— INSTRUCTIONS FOR THE TASK —
In the listing below, find every line containing "KLINIKSTRASSE" and copy it out.

━━━

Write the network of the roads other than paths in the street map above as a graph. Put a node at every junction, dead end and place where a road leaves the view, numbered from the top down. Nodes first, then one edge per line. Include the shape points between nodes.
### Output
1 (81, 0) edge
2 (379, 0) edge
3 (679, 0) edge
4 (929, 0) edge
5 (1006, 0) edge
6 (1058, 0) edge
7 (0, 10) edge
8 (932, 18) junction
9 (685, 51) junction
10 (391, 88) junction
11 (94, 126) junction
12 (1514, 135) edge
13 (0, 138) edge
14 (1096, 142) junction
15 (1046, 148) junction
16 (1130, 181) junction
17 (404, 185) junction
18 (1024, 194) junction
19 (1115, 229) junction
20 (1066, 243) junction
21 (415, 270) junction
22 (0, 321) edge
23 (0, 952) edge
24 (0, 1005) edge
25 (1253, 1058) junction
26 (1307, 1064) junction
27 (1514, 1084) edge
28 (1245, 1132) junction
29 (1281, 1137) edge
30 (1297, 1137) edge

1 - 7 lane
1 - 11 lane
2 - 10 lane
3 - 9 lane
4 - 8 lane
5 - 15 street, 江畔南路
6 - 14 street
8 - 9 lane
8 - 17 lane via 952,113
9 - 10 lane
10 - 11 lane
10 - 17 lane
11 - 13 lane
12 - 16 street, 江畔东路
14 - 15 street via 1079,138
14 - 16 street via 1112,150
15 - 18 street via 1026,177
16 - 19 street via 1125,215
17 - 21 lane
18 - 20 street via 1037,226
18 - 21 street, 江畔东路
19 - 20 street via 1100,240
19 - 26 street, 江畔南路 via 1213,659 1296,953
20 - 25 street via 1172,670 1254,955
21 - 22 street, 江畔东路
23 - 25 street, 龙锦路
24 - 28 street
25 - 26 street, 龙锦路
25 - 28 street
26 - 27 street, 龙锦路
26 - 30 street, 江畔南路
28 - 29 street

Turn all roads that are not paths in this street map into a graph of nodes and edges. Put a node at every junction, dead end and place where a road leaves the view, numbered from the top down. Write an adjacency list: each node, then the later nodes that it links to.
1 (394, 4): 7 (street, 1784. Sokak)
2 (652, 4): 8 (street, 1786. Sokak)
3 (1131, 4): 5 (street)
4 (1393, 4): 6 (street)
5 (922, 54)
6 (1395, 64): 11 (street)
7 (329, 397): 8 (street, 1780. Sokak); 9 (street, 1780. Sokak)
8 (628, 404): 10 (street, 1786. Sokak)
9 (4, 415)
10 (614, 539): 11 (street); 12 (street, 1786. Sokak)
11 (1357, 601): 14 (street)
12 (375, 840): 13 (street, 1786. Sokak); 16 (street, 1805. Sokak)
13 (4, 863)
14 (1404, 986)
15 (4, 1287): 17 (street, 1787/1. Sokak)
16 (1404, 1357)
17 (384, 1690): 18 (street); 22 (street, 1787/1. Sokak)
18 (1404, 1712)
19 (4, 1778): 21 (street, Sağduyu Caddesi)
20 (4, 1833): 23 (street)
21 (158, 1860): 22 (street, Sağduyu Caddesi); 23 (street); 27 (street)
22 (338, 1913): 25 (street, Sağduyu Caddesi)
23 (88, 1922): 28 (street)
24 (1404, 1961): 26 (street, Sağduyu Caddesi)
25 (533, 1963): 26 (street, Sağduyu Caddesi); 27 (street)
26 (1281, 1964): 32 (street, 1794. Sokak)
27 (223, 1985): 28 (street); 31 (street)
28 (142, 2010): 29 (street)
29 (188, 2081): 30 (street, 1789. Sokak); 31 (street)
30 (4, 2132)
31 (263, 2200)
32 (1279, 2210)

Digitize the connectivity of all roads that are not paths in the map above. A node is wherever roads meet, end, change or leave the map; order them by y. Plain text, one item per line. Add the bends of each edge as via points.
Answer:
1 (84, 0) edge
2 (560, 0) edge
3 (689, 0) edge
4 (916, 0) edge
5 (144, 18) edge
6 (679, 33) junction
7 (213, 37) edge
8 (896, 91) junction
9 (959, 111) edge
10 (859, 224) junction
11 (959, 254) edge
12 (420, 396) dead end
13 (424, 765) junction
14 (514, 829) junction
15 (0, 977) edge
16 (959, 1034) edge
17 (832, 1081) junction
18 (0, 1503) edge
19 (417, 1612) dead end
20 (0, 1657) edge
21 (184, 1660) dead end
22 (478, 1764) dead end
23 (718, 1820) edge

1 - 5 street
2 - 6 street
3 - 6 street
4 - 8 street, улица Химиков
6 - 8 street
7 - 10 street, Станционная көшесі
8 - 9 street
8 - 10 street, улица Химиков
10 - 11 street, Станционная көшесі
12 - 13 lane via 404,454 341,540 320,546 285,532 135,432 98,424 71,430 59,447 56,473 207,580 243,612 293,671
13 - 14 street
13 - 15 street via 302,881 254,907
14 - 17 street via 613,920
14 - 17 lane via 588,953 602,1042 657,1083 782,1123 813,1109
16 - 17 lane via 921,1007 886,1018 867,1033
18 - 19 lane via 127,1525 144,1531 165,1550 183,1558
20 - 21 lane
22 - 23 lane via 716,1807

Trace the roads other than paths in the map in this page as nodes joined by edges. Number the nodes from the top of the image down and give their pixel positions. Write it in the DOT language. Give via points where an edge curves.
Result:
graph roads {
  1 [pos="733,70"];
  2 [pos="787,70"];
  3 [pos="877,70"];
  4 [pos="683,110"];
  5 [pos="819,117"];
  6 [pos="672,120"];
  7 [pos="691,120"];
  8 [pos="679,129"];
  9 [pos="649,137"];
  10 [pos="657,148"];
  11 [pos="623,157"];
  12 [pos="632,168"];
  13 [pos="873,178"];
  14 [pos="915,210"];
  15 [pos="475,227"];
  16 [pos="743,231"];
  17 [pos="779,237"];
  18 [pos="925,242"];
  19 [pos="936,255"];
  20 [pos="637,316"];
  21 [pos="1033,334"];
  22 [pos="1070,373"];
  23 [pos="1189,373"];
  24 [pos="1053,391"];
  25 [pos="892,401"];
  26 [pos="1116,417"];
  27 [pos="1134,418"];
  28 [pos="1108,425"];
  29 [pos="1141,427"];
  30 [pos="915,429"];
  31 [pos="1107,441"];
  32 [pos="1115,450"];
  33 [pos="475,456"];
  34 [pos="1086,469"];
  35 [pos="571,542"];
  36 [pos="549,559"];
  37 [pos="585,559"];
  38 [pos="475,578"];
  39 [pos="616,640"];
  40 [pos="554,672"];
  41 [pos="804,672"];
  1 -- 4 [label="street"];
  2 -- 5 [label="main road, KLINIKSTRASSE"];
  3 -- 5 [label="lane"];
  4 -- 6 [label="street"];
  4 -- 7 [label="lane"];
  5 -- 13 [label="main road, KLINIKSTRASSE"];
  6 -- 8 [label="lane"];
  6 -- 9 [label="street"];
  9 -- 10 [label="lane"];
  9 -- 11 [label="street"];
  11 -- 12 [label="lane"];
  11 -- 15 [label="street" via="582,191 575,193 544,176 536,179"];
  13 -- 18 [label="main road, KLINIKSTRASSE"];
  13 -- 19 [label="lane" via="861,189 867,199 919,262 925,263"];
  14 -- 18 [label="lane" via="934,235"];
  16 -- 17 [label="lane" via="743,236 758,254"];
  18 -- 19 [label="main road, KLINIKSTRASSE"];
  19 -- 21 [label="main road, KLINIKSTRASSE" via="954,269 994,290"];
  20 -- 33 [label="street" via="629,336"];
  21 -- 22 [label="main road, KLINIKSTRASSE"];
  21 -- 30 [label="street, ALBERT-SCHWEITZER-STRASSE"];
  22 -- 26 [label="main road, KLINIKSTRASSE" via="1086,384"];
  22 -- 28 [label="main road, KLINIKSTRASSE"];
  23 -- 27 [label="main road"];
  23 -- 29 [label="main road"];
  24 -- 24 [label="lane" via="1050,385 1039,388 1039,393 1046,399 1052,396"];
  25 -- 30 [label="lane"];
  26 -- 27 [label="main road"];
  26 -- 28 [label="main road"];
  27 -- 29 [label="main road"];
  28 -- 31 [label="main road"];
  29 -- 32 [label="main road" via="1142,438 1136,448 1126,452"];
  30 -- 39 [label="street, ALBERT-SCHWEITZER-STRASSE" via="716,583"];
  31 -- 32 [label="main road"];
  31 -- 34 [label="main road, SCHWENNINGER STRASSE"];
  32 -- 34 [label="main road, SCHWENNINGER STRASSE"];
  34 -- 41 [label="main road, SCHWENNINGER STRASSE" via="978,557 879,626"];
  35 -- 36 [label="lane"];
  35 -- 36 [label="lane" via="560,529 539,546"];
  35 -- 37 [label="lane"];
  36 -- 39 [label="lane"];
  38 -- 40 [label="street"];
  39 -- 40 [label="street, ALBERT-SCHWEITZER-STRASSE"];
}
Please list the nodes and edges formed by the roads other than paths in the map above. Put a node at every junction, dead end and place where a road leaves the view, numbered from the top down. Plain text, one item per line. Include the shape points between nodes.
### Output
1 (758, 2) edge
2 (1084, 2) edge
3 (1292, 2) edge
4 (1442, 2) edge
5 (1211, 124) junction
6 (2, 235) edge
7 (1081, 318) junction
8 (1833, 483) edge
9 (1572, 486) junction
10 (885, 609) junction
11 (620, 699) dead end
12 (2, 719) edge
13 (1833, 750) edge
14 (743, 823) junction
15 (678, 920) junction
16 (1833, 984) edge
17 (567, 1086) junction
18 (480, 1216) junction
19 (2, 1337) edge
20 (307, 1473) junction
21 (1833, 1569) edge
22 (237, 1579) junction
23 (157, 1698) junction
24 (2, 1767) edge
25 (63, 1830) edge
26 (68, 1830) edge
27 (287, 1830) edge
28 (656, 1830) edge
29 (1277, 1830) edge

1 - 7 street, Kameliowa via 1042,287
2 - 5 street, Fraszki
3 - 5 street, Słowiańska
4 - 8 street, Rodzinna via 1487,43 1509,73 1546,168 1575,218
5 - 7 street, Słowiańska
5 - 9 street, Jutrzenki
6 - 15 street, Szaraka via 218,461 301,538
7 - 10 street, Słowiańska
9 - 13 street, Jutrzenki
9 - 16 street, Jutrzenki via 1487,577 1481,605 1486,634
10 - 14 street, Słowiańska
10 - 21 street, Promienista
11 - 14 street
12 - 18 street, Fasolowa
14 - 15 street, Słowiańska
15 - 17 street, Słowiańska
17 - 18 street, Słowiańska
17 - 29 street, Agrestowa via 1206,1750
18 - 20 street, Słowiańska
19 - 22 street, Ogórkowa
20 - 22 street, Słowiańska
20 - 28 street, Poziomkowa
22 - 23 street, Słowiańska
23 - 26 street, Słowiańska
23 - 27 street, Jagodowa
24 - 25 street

━━━

— OUTPUT OF THE EXERCISE —
  2 -- 5 [label="main road, KLINIKSTRASSE"];
  5 -- 13 [label="main road, KLINIKSTRASSE"];
  13 -- 18 [label="main road, KLINIKSTRASSE"];
  18 -- 19 [label="main road, KLINIKSTRASSE"];
  19 -- 21 [label="main road, KLINIKSTRASSE" via="954,269 994,290"];
  21 -- 22 [label="main road, KLINIKSTRASSE"];
  22 -- 26 [label="main road, KLINIKSTRASSE" via="1086,384"];
  22 -- 28 [label="main road, KLINIKSTRASSE"];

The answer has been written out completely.